As fortifying the correctness of this conclusion attention was called to the provisions of the Rapid Transit Act authorizing the condemnation of easements of abutting owners in order to build an underground railroad, and the inquiry very appropriately made what abutting rights did the legislature intend to include in its comprehensive command unless it was the right to lateral support and *124 the right to protection against physical injuries to buildings on the abutting lots.

When we consider all that was thus said and held in theJoralemon case, distinguishing and limiting as it does various decisions invoked by the appellants, it seems to me as already indicated that it is an authority settling against appellants various fundamental principles which are decisive of the present appeal and leading us to the conclusion that the construction and operation of a subway, even through a street whereof the city owns the fee, is not such a street or public use that it may be authorized without compensation to abutting owners for substantial damages caused thereby. This being so, it necessarily follows also that when land is condemned for street purposes it is not to be deemed that there are included in consequential damages to abutting property damages for injuries caused by the construction and operation of a subway, and, therefore, the amount so awarded in such street opening is not an adjustment or satisfaction of the latter class of damages.

It is complained that if the abutting owner may not in the street opening proceeding recover damages covering the construction and operation of a subway he may be subjected to the trouble and expense of two proceedings, and in fact it is asked how shall he recover compensation for the damages caused by the subway. In answer to the last question, it seems to me that there is no difficulty in maintaining the abutter's right to recover any damages of the latter class to which he is entitled. Attention has been called to the provisions in the Rapid Transit Act providing for the condemnation of rights and easements of an abutting owner, and if the city does not voluntarily institute such condemnation proceedings it is entirely clear that other methods will be open to the property owner by which he can enforce the payment of compensation.

So far as concerns the other objection that the conclusion *125 reached by us may result in two proceedings, I regard this possibility as quite inconsequential and unobjectionable as compared with the possibilities which would arise if the appellants' theory should be adopted that in street opening proceedings there must be taken into account the element of damages possibly to arise from the construction of a subway. In my judgment this theory and process of estimating damages would result in no end of injustice, now to the city and again to property owners. In a case where, as the result of some particular circumstances, the commissioners guessed that a subway would be constructed at some future and not far distant day, substantial damages very probably would be awarded to the abutting owner, which in the end might prove to be unmerited because of some change in plans preventing the construction of the subway. In another case where there seemed to be nothing more than a general and remote possibility that at some time a subway might be constructed and the commissioners, therefore, guessed that it would not be constructed, any damages covering this item would naturally be of a purely nominal character, and then if thereafter the subway should be constructed and operated, causing substantial damages, the property owner would be without redress.

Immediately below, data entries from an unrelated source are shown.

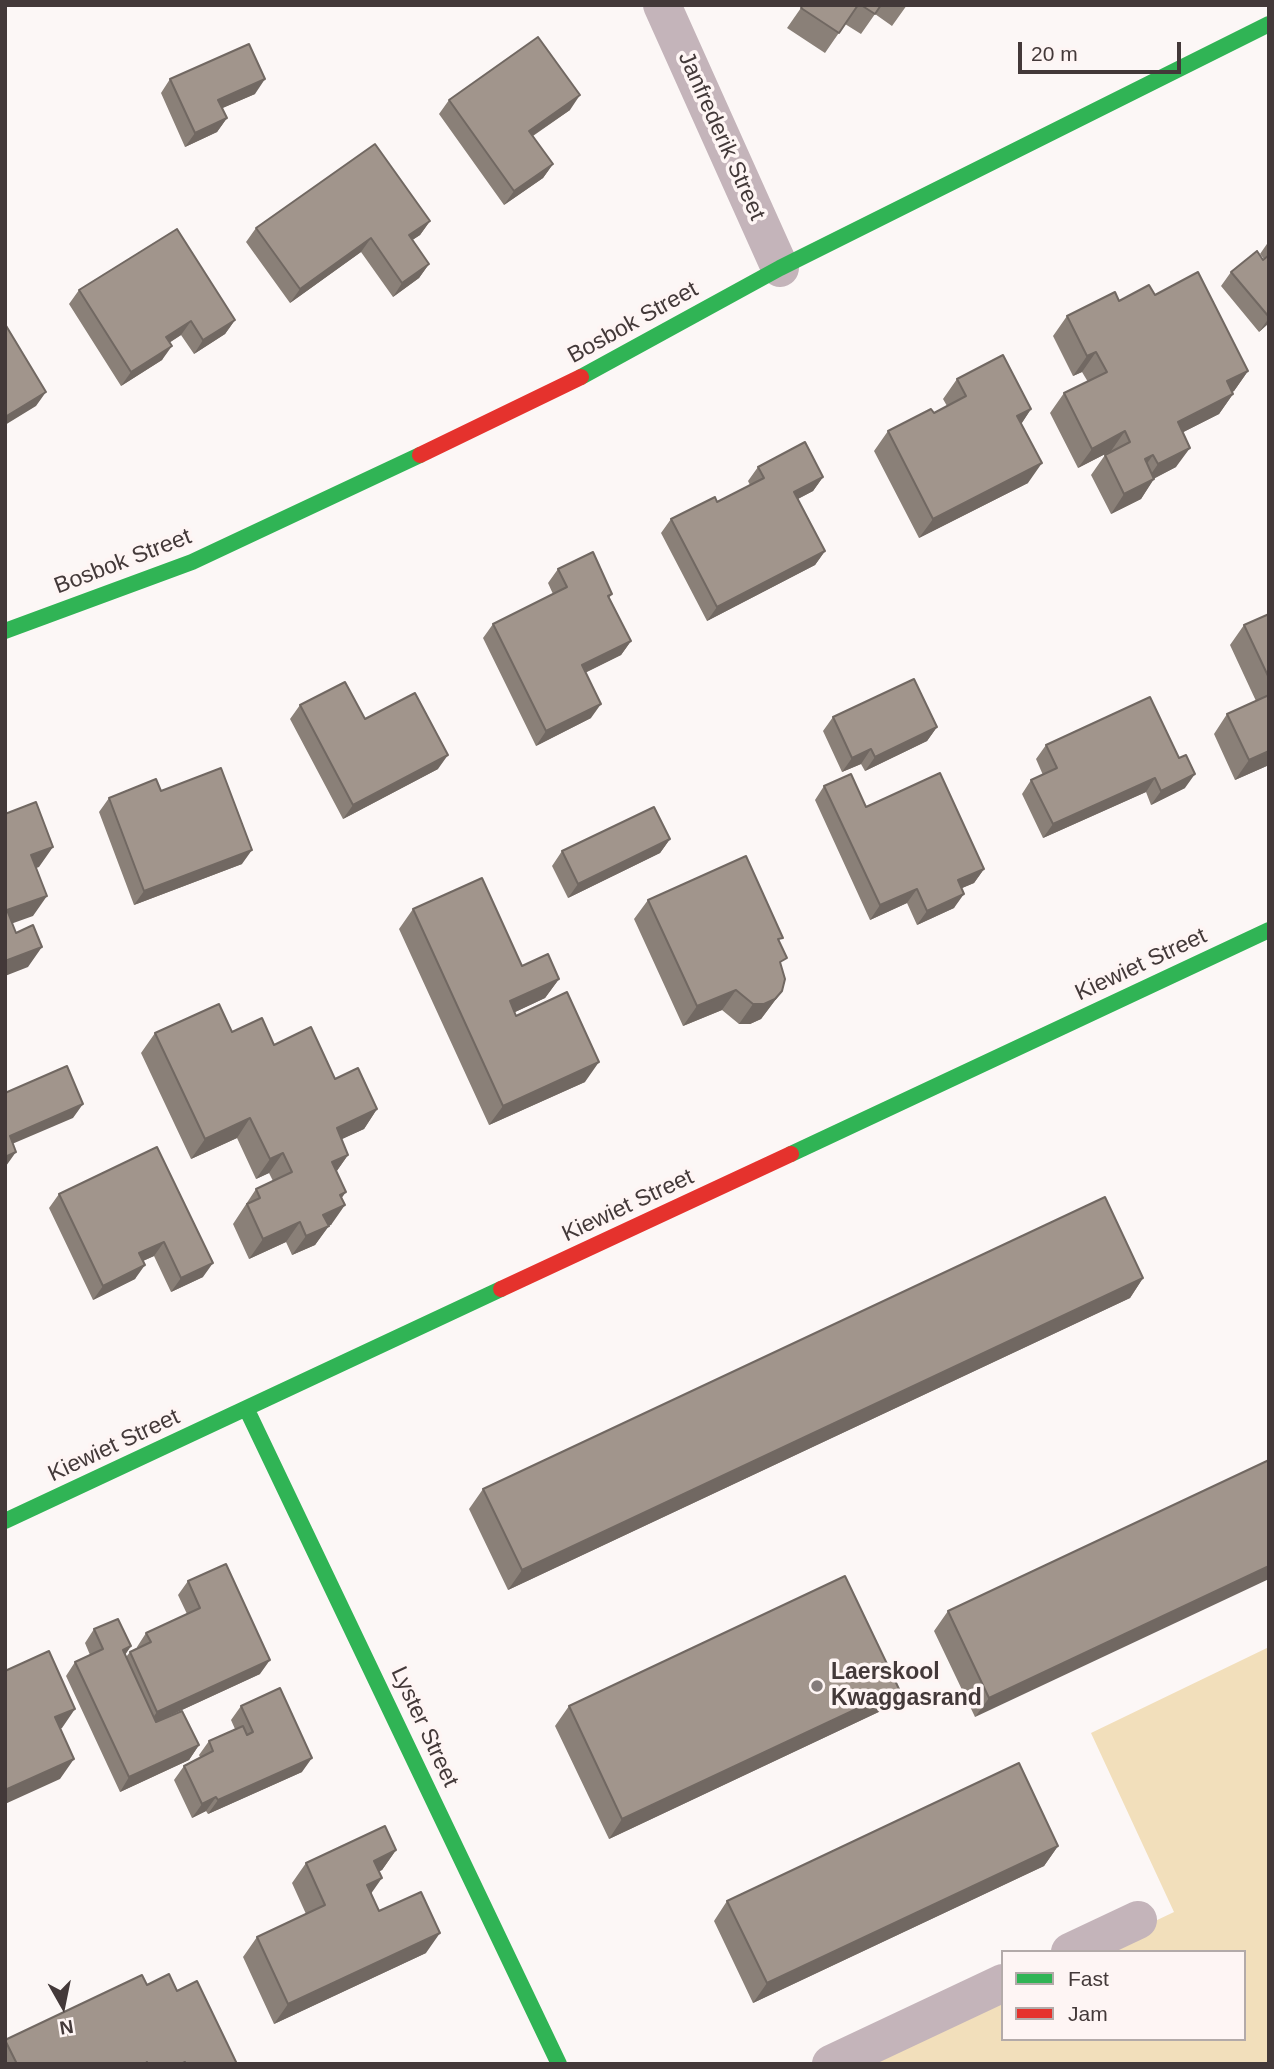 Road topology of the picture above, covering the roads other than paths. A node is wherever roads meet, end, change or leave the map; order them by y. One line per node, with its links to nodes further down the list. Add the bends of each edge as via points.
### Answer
1 (662, 5): 3 (street, Janfrederik Street)
2 (1269, 24): 3 (street, Bosbok Street)
3 (780, 268): 4 (street, Bosbok Street, via 617,360 438,447 192,562)
4 (5, 631)
5 (1269, 930): 6 (street, Kiewiet Street)
6 (247, 1410): 7 (street, Kiewiet Street); 11 (street, Lyster Street)
7 (5, 1521)
8 (1138, 1920): 9 (street)
9 (1074, 1950)
10 (1001, 1984): 12 (street)
11 (559, 2064)
12 (831, 2064)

It seems to me that nothing could be much more unfortunate or undesirable than a theory which would lead to such uncertain and unsatisfactory results as these, and that so far as considerations of expediency and justice are concerned, they favor much more the conclusions which are being adopted by us than those which are urged by the appellants.

I advise that the order appealed from be affirmed, with costs.

WERNER, CHASE, COLLIN, HOGAN, MILLER and CARDOZO, JJ., concur.